问题
I am very new to openMP, but am trying to write a simple program that generates the entries of matrix in parallel, namely for the N by M matrix A, let A(i,j) = i*j. A minimal example is included below:
#include <stdio.h>
#include <stdlib.h>
#include <omp.h>
int main(int argc,
char **argv)
{
int i, j, N, M;
N = 20;
M = 20;
int* A;
A = (int*) calloc(N*M, sizeof(int));
// compute entries of A in parallel
#pragma omp parallel for shared(A)
for (i = 0; i < N; ++i){
for (j = 0; j < M; ++j){
A[i*M + j] = i*j;
}
}
// print parallel results
for (i = 0; i < N; ++i){
for (j = 0; j < M; ++j){
printf("%d ", A[i*M + j]);
}
printf("\n");
}
free(A);
return 0;
}
The results are not always correct. In theory, I am only parallelizing the outer loop, and each iteration of the for loop does not modify the entries that the other iterations will modify. But I am not sure how to translate this to openMP. When doing a similar procedure for a vector array (i.e. just one for loop), there seems to be no issue, e.g.
#pragma omp parallel for
for (i = 0; i < N; ++i)
{
v[i] = i*i;
}
Can someone explain to me how to fix this?
回答1:
According to e.g. this
http://supercomputingblog.com/openmp/tutorial-parallel-for-loops-with-openmp/
The declaration of variables outside of a parallelized part is dangerous.

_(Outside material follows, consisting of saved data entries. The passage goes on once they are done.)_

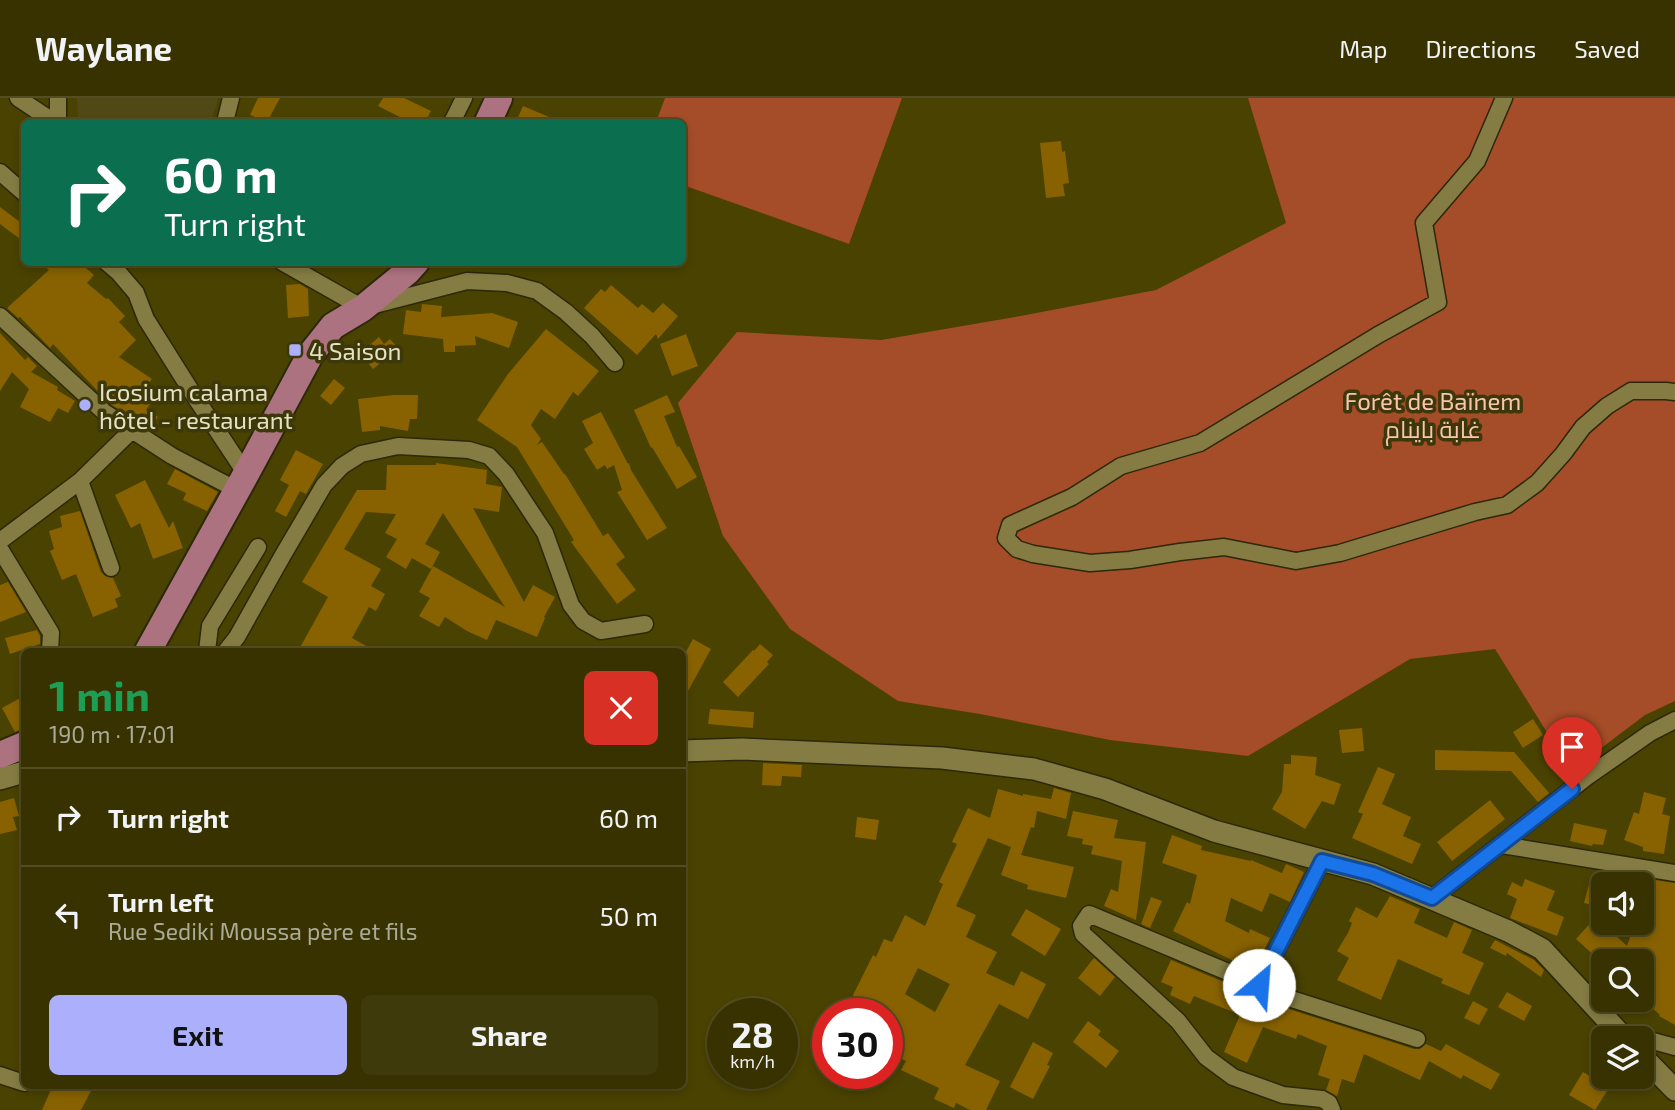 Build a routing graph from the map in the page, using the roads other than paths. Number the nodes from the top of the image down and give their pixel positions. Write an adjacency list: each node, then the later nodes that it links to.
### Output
1 (18, 98): 7 (street)
2 (58, 98): 8 (street)
3 (231, 98): 9 (street)
4 (464, 98): 10 (street)
5 (499, 98): 11 (main road)
6 (1504, 98): 20 (street)
7 (51, 119)
8 (56, 119)
9 (226, 119)
10 (454, 119)
11 (489, 119)
12 (0, 172): 13 (street)
13 (21, 190)
14 (111, 266): 23 (street)
15 (289, 266): 17 (street)
16 (408, 266): 17 (main road)
17 (363, 308): 19 (street); 23 (main road)
18 (0, 316): 21 (street)
19 (615, 363)
20 (1675, 393)
21 (132, 430): 22 (street); 23 (street)
22 (80, 481): 24 (street); 27 (street)
23 (242, 482): 30 (main road)
24 (0, 541)
25 (258, 547): 31 (street)
26 (0, 549): 29 (street)
27 (111, 568)
28 (645, 624): 32 (street)
29 (50, 648)
30 (150, 648)
31 (207, 648)
32 (228, 648)
33 (1675, 720): 39 (street)
34 (21, 746): 36 (main road)
35 (686, 751): 40 (street)
36 (0, 755)
37 (21, 773): 38 (street)
38 (0, 779)
39 (1502, 845): 41 (street); 42 (street)
40 (1322, 861): 42 (street); 43 (street)
41 (1675, 873)
42 (1432, 898): 44 (street)
43 (1259, 985): 45 (street); 52 (street)
44 (1613, 1026)
45 (1417, 1039)
46 (1654, 1042): 47 (street)
47 (1675, 1047)
48 (1654, 1068): 51 (street)
49 (0, 1075): 50 (street)
50 (21, 1082)
51 (1675, 1090)
52 (1332, 1110) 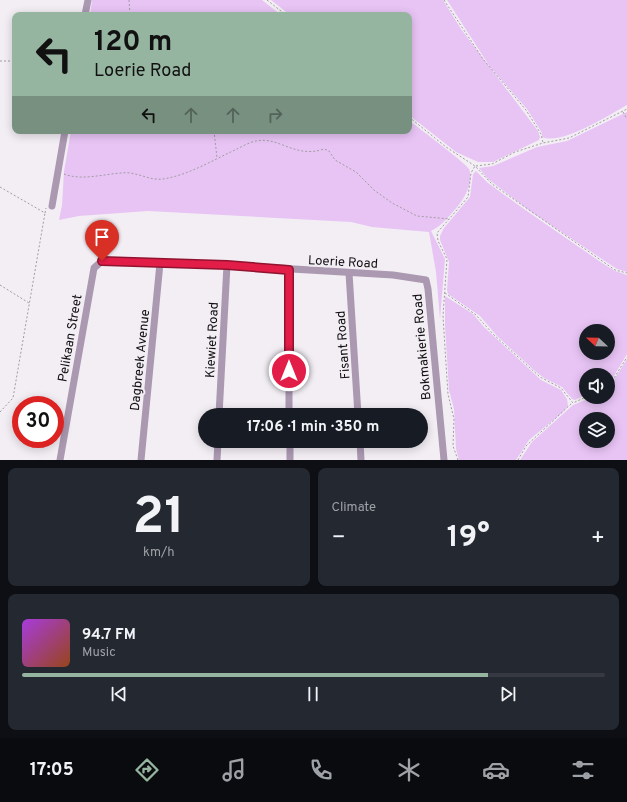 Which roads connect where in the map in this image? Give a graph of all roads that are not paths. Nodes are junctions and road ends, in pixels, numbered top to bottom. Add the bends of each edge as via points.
1 (88, 0) edge
2 (86, 12) edge
3 (64, 134) edge
4 (49, 206) road end
5 (160, 263) junction
6 (227, 265) junction
7 (94, 268) joint
8 (289, 270) junction
9 (349, 273) junction
10 (426, 280) joint
11 (219, 408) edge
12 (290, 408) edge
13 (358, 408) edge
14 (218, 448) edge
15 (290, 448) edge
16 (360, 448) edge
17 (60, 460) edge
18 (141, 460) edge
19 (217, 460) edge
20 (290, 460) edge
21 (361, 460) edge
22 (444, 460) edge

1 - 2 street
3 - 4 street
5 - 6 street, Loerie Road
5 - 7 street, Loerie Road via 102,261
5 - 18 street, Dagbreek Avenue
6 - 8 street, Loerie Road
6 - 11 street, Kiewiet Road
7 - 17 street, Pelikaan Street
8 - 9 street, Loerie Road
8 - 12 street
9 - 10 street, Loerie Road
9 - 13 street, Fisant Road
10 - 22 street, Bokmakierie Road
14 - 19 street
15 - 20 street
16 - 21 street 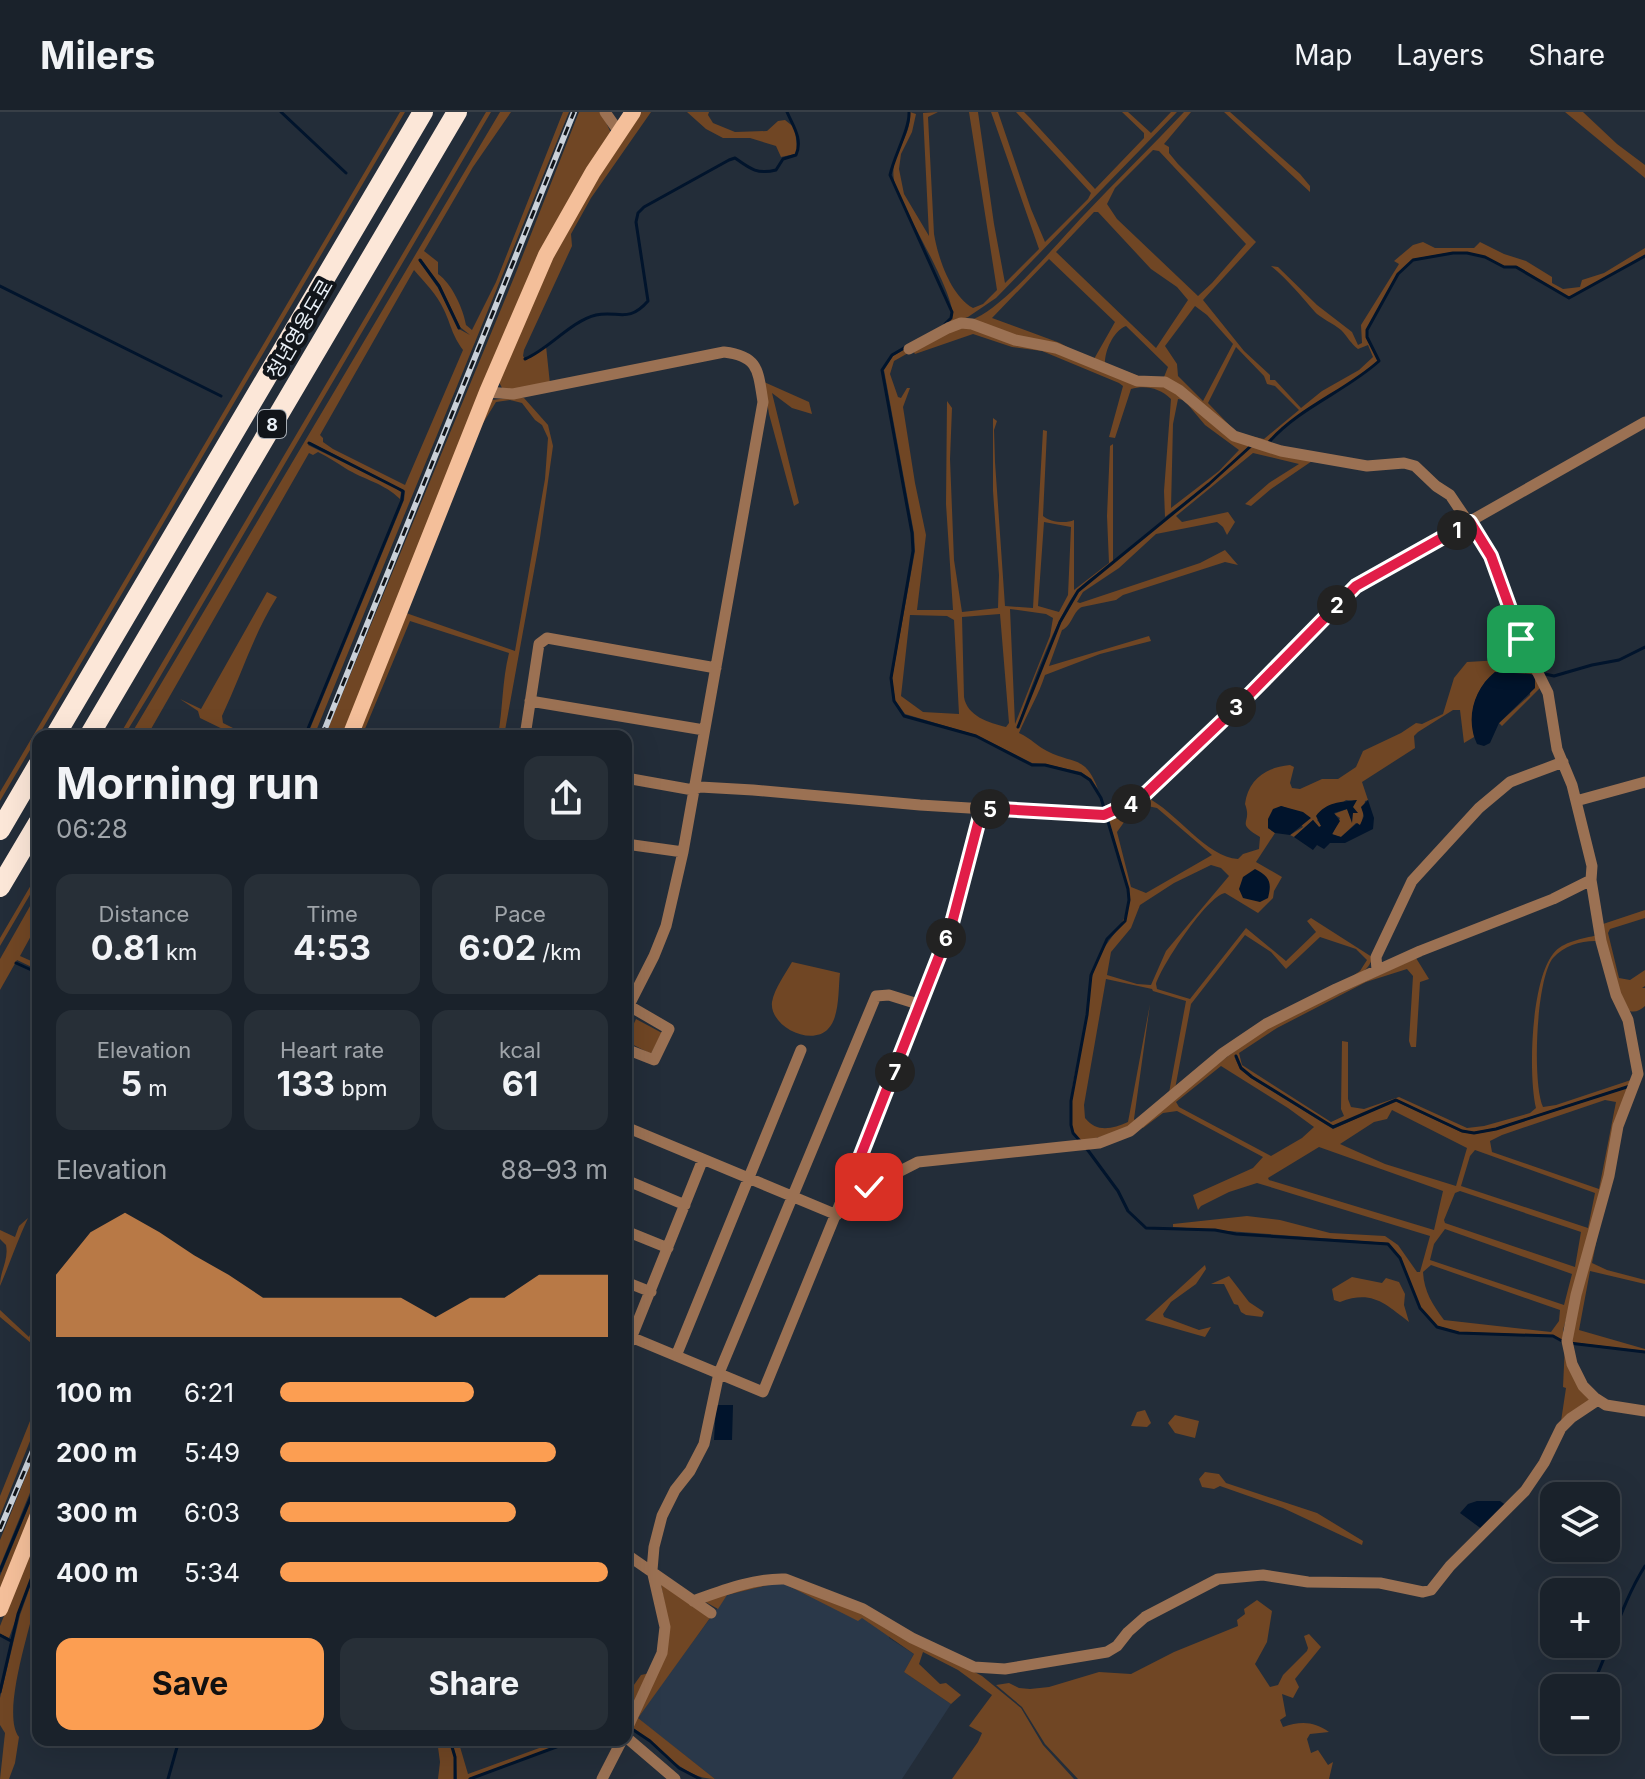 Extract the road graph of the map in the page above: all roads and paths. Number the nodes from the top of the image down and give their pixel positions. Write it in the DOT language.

It can be defused by explicitly making the loop variable of the inner loop private.
For that, change this
#pragma omp parallel for shared(A)
to
#pragma omp parallel for private(j) shared(A)
回答2:
The issue in this case is that j
is shared between threads which messes with the control flow of the inner loop. By default variables declared outside of a parallel region are shared whereas variables declared inside of a parallel region are private.
Follow the general rule to declare variables as locally as possible. In the for loop this means:
#pragma omp parallel for
for (int i = 0; i < N; ++i) {
for (int j = 0; j < M; ++j) {
This makes reasoning about your code much easier - and OpenMP code mostly correct by default. (Note A
is shared by default because it is defined outside).
Alternatively you can manually specify private(i,j) shared(A)
- this is more explicit and can help beginners. However it creates redundancy and can also be dangerous: private
variables are uninitialized even if they had a valid value outside of the parallel region. Therefore I strongly recommend the implicit default approach unless necessary for advanced usage.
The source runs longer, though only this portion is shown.